# Introduce me to Mendelssohn's chamber music



## Llyranor

Hi!

Been going through a cd-set from Quatuor Mosaiques lately, and one of the discs included Mendelssohn string quartet 1/2. I was very pleasantly surprised, especially by #2!

I'm looking to branch out. Explore the rest of his string quartets, maybe his quintets. What sets would you suggest? I'm having trouble finding consistent recommendations. (HIP would be great, but not mandatory)

Thanks!


----------



## neoshredder

Try the Aurora String Quartet. 
http://www.amazon.com/Mendelssohn-S...2&sr=1-2&keywords=mendelssohn+string+quartets


----------



## Il_Penseroso

Don't forget to listen to the string quartet No.6 Op.80 in F major, the last one composed two months before he died. Entitled "Requiem for Fanny" it's a tribute for his sister Fanny who died earlier in the same year. It is such a magnificant work.


----------



## DaDirkNL

I know it's not a quartet or a quintet, but maybe his octet? Very enjoyable.


----------



## Quartetfore

And of course, the String Octet and the two Piano Trios.


----------



## Ukko

The Octet for strings is often performed by two string quartets, i.e. two ensembles with 'internal' familiarity. The recording pairing the Smetana and Janacek Quartets is justly famous (well, famous among 'them that's in the know').


----------



## wrycker

Just listened to 2nd and 6th string quartet today! Got really surprised


----------



## Vasks

The Octet is a masterpiece and the Piano Trios are better than the quartets


----------



## Vaneyes

Octet, w. Nash Ensemble (Wigmore Hall Live, rec. 2005)
String Quintets, w. Raphael Ensemble (Hyperion, rec. 1997)
String Quartets, w. Henschel Qt. (Arte Nova, rec.2001 - '04)
Piano Trios, w. Swiss Piano Trio (Audite, rec. 2010)
Works for Cello & Piano, w. Meneses & Wyss (Avie, rec. 2007)


----------



## hpowders

I too would say you must listen to the two Mendelssohn Piano Trios. They are truly special!


----------



## Wood

Llyranor, Mendelssohn's chamber music.

Mendelssohn's chamber music, Llyranor.


----------



## neoshredder

Must get into Schumann's chamber music as well.


----------



## Mandryka

Llyranor said:


> Hi!
> 
> Been going through a cd-set from Quatuor Mosaiques lately, and one of the discs included Mendelssohn string quartet 1/2. I was very pleasantly surprised, especially by #2!
> 
> I'm looking to branch out. Explore the rest of his string quartets, maybe his quintets. What sets would you suggest? I'm having trouble finding consistent recommendations. (HIP would be great, but not mandatory)
> 
> Thanks!


The recordings of the quartets I've enjoyed the most are from the Ebène Quartet and the Leipzig Quartet. And one from the Lindsay Quartet of the F minor, opus 80. As far as the octet goes, the one with the combined Smetana and Janacek quartets is well worth going out of your way to hear.

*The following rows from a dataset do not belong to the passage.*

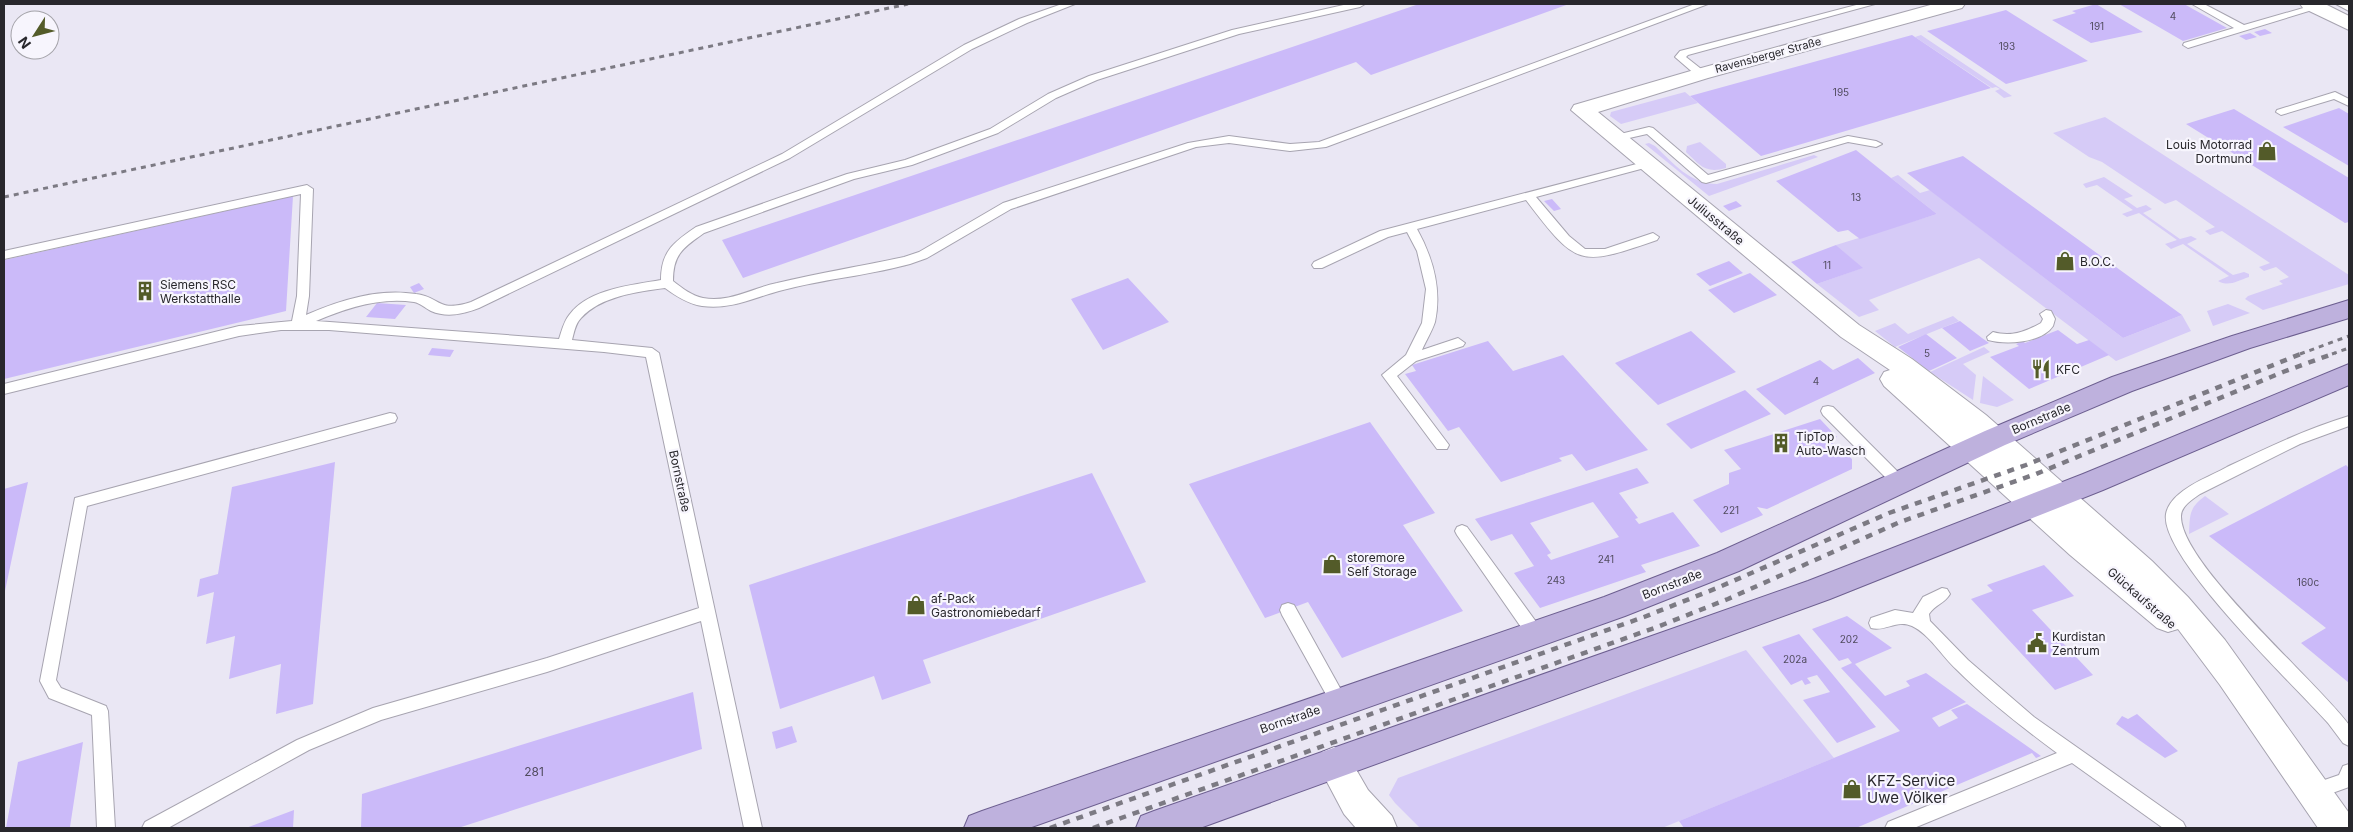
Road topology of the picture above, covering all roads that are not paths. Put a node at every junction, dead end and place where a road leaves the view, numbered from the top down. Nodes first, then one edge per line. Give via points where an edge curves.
1 (1070, 4) edge
2 (1360, 4) edge
3 (1703, 4) edge
4 (1870, 4) edge
5 (1956, 4) edge
6 (2197, 4) edge
7 (2341, 4) edge
8 (2313, 6) edge
9 (2349, 8) edge
10 (2349, 24) edge
11 (2243, 29) junction
12 (2188, 45) dead end
13 (1700, 74) junction
14 (2349, 103) edge
15 (1582, 110) joint
16 (2281, 112) dead end
17 (1616, 138) junction
18 (1876, 144) dead end
19 (1648, 164) junction
20 (1529, 196) junction
21 (1410, 227) junction
22 (1653, 236) dead end
23 (4, 255) edge
24 (1318, 264) dead end
25 (667, 283) junction
26 (2349, 309) edge
27 (2046, 314) dead end
28 (298, 325) junction
29 (1993, 337) dead end
30 (1458, 343) dead end
31 (564, 344) junction
32 (1411, 358) junction
33 (2349, 374) edge
34 (4, 389) edge
35 (390, 418) dead end
36 (1832, 419) dead end
37 (2349, 421) edge
38 (1984, 443) junction
39 (1442, 445) dead end
40 (1899, 482) junction
41 (2047, 500) junction
42 (1462, 531) dead end
43 (1942, 594) dead end
44 (1288, 610) dead end
45 (708, 612) junction
46 (1877, 623) dead end
47 (1923, 624) junction
48 (1536, 635) junction
49 (1339, 702) junction
50 (2349, 738) edge
51 (2074, 754) junction
52 (1334, 763) junction
53 (2349, 772) edge
54 (2312, 792) junction
55 (106, 828) edge
56 (151, 828) edge
57 (753, 828) edge
58 (982, 828) edge
59 (1154, 828) edge
60 (1380, 828) edge
61 (1894, 828) edge
62 (2177, 828) edge
63 (2339, 828) edge

1 - 28 lane via 1023,21 968,47 786,156 475,305 445,311 419,298 381,296 320,314
2 - 25 lane via 1236,32 1093,78 1052,96 994,131 908,164 851,176 700,230 680,244 669,259
3 - 25 lane via 1322,145 1287,148 1240,140 1192,145 1007,206 936,248 906,261 785,284 720,304 683,295
4 - 13 lane via 1684,52 1680,57
5 - 13 street, Ravensberger Straße
6 - 11 lane
7 - 9 lane
8 - 10 street
8 - 11 lane
11 - 12 lane
13 - 15 street, Ravensberger Straße
14 - 16 lane via 2339,94
15 - 17 street, Juliusstraße
17 - 18 lane via 1649,130 1706,179 1848,139
17 - 19 street, Juliusstraße
19 - 20 lane
19 - 38 street, Juliusstraße via 1850,331 1897,382
20 - 21 lane
20 - 22 lane via 1568,243 1587,254 1605,252
21 - 24 lane via 1384,234
21 - 32 lane via 1422,251 1432,290 1428,323
23 - 28 lane via 307,189 303,296
25 - 31 lane via 622,291 598,301 576,316
26 - 38 main road, Bornstraße via 2241,342 2122,384
27 - 29 lane via 2049,319 2047,326 2039,330 2009,342
28 - 31 lane, Bornstraße
28 - 34 lane, Bornstraße via 239,331
30 - 32 lane
31 - 45 lane, Bornstraße via 652,354
32 - 39 lane via 1389,375
33 - 41 main road
35 - 55 lane via 80,502 48,681 55,693 100,711
36 - 40 lane
37 - 50 lane via 2296,440 2195,490 2180,500 2172,516 2174,530 2188,555 2246,625 2344,728
38 - 40 main road, Bornstraße
38 - 41 street, Juliusstraße
40 - 48 main road, Bornstraße via 1728,562
41 - 52 main road via 1819,590
41 - 54 street, Glückaufstraße via 2247,695
42 - 48 lane
43 - 47 lane via 1928,602 1921,613
44 - 49 lane
45 - 56 lane via 547,665 379,713 303,745
45 - 57 lane, Bornstraße
46 - 47 lane via 1896,615 1910,617
47 - 51 lane via 2000,699
48 - 49 main road, Bornstraße
49 - 58 main road, Bornstraße
51 - 61 lane
51 - 62 lane
52 - 59 main road
52 - 60 street via 1356,802
53 - 54 lane via 2345,781
54 - 63 street, Glückaufstraße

As far as tw trios are concerned, there's the Borodin Trio's CD.


----------



## Guest

I like this set of the Quintets--fantastic playing and sound:










This new release of the Quintets should be excellent, too, based on their other recordings:


----------



## Il_Penseroso

This is also recommended:


----------



## Il_Penseroso

neoshredder said:


> Must get into Schumann's chamber music as well.


And also Brahms!


----------



## Bas

Don't forget the piano sextet!


----------



## Novelette

Cello sonatas, violin sonatas, string quartets, string quintets, piano quartets, string octet--these are essential! 

The piano sextet is pretty unspectacular, in my opinion, though.


----------



## Alypius

Try this excellent recent release. The Quatuor Ebene are a brilliant and immensely talented young ensemble. Their performance of the Debussy / Ravel string quartets may be the finest out there. This new disc has Felix Mendelssohn's two finest quartets (#2 and #6) and includes one by his sister Fanny. These guys feel the intensity of 19th-century romanticism in their bones and project it brilliantly in their playing.


----------



## Woodduck

hpowders said:


> I too would say you must listen to the two Mendelssohn Piano Trios. They are truly special!


He wrote the first one (in D-minor) when he was 15. And what were _we_ doing when _we_ were 15?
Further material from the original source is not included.